Here are some excerpts from Akayev's remarks to Wright:

--"Among the lessons of the transformation is what I call the collapse of illusions. The essence of this lesson is that both the West and the post-Communist nations naively expected too much in too short a time. The post-Communist nations, including Kyrgyzstan, obviously had an exaggerated and simplistic idea about the kind of support they could receive from the West...And the West underestimated the systemic complexity of change and the degree of resistance from old and still powerful quarters."

--"The political elites in our country are...still primarily made up of the second echelon of the former communist party and the state 'Nomenklatura.' Their dream is to try in one way or another to concentrate power and property in their hands. But our democracy has been rooted. Now I think most people understand democracy is the best way of organizing the state."

--"Our CIS partners originally criticized our radical (economic) reforms and predicted Kyrgyzstan would collapse. Yet today every macro-economic indicator shows that we look better than any of the other 14 (CIS) republics And of all post-communist countries, our progress is third only to Poland and the Czech Republic."
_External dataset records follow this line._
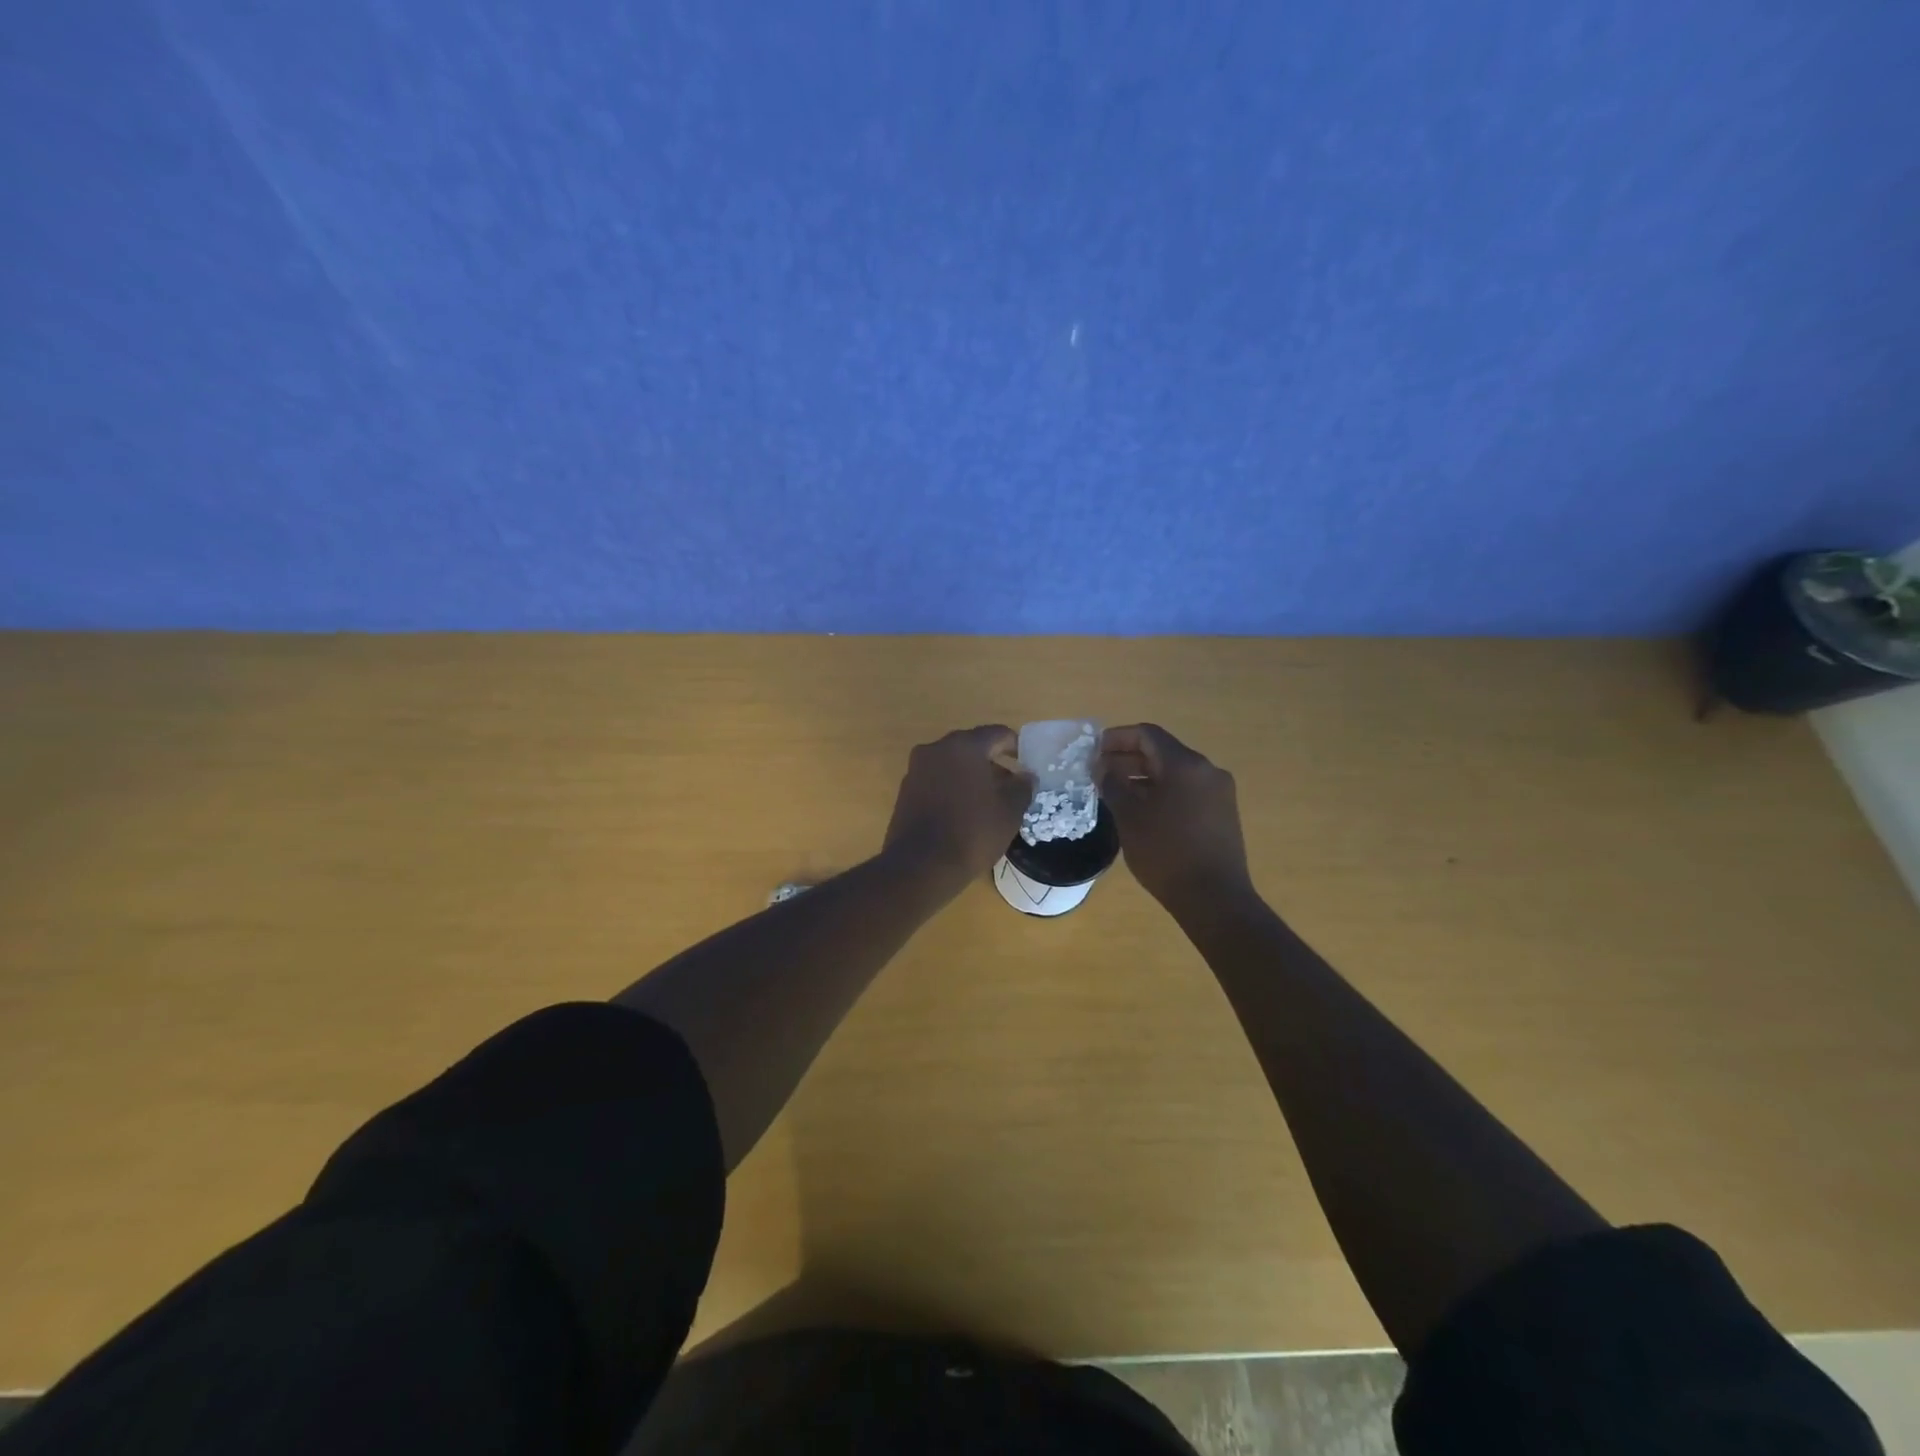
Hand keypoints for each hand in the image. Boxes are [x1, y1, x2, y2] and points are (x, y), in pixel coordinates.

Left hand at [884, 726, 1033, 891]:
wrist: (921, 865)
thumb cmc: (972, 831)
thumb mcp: (1010, 810)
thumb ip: (1022, 787)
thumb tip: (1026, 776)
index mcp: (964, 746)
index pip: (997, 734)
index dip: (1015, 746)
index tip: (1026, 763)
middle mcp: (936, 749)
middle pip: (971, 747)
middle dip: (992, 763)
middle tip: (1010, 785)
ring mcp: (916, 770)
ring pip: (951, 765)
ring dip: (971, 777)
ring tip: (988, 802)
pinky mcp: (905, 792)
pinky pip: (936, 781)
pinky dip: (952, 789)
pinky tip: (964, 812)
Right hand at [1097, 723, 1252, 910]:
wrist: (1214, 898)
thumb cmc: (1166, 853)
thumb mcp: (1130, 816)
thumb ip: (1112, 784)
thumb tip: (1102, 766)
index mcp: (1185, 764)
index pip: (1147, 734)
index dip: (1117, 738)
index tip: (1093, 751)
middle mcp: (1207, 770)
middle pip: (1162, 752)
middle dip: (1127, 758)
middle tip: (1098, 773)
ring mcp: (1219, 792)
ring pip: (1174, 773)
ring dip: (1143, 777)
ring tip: (1115, 793)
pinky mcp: (1222, 813)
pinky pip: (1187, 790)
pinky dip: (1162, 791)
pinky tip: (1142, 811)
JOURNAL OF COMMERCE: Gas reserves in Turkmenistan are nearly equal to those of the United States

In an analysis of Turkmenistan's recent offer to share one-third of its offshore and onshore oil and natural gas resources with international companies. Correspondent Michael Lelyveld wrote: "Turkmenistan estimates its offshore oil reserves at 6,500 million metric tons, or more than 47,000 million barrels. The gas numbers are also staggering....According to the most conservative foreign estimates, proven gas reserves (much of which are onshore) in the country of just four million people are nearly equal to those of the United States."
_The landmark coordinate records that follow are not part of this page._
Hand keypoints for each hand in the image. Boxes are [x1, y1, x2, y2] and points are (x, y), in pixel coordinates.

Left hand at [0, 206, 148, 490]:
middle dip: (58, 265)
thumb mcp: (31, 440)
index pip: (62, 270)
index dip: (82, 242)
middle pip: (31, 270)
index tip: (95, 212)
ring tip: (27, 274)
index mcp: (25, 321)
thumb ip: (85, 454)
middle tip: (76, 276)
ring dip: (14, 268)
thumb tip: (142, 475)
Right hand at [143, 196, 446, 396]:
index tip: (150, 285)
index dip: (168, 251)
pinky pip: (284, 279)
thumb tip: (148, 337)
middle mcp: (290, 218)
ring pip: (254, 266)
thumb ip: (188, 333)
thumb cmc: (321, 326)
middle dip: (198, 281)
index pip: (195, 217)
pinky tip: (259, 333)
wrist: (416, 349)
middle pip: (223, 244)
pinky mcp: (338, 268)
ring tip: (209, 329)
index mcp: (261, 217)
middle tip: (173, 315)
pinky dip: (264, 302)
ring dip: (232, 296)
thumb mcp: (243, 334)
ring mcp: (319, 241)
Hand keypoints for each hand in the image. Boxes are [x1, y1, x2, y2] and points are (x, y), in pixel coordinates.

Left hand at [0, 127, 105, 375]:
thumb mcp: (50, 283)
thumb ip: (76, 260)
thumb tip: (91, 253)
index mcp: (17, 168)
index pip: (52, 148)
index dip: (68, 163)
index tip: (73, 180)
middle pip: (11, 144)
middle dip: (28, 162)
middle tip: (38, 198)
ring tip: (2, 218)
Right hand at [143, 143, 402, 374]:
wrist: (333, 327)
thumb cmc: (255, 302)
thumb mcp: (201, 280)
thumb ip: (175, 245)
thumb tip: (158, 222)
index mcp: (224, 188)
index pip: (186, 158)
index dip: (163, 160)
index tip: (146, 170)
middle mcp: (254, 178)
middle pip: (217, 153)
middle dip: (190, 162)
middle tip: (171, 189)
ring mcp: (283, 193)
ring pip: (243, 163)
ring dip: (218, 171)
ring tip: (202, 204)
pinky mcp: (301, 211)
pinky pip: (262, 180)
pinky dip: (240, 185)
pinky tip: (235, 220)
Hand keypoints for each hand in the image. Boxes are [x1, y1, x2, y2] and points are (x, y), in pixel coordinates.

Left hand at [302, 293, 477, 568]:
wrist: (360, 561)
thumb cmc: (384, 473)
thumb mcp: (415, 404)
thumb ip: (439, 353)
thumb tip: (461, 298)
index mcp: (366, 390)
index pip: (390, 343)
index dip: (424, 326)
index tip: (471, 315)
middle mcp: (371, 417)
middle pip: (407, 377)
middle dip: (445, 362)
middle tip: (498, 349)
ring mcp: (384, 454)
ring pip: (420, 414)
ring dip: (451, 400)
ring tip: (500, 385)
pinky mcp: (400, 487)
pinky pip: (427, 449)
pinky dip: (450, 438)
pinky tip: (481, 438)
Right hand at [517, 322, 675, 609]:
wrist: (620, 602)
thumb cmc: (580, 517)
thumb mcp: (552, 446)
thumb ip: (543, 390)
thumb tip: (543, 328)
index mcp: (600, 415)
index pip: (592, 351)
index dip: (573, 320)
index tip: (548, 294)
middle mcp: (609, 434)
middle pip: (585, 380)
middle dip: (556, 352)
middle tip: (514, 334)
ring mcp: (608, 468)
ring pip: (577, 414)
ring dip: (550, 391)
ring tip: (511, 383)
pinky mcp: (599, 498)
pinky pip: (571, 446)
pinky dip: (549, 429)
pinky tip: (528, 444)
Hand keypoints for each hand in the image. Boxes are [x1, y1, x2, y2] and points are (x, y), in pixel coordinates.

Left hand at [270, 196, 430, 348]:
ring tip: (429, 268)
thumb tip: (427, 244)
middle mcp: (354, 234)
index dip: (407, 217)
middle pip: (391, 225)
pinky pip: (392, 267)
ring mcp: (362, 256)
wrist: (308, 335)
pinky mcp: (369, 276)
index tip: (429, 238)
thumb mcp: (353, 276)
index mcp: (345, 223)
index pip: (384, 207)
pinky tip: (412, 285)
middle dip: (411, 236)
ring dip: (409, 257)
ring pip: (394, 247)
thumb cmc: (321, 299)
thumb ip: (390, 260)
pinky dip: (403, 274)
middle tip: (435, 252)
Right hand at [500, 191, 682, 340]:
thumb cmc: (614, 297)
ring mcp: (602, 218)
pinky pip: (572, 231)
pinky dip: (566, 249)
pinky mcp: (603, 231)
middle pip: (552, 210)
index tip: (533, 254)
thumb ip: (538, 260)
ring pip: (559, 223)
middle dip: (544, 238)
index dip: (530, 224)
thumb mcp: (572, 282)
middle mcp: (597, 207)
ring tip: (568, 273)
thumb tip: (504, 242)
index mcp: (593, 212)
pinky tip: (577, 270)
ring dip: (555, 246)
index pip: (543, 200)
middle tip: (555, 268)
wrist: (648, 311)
Lelyveld continued: "Many of the world's oil giants are expected to bid (on Turkmenistan's offer), despite uncertainty about how to transport the resources out. But Turkmenistan and its autocratic president, Saparmurad Niyazov, have already complicated the sale by including one oil field claimed both by (Turkmenistan) and Azerbaijan...." He concluded: "Turkmenistan needs to mount a campaign to convince investors that they can have an uncomplicated relationship. In the past, deals have soured and there have been few legal protections to make them stick."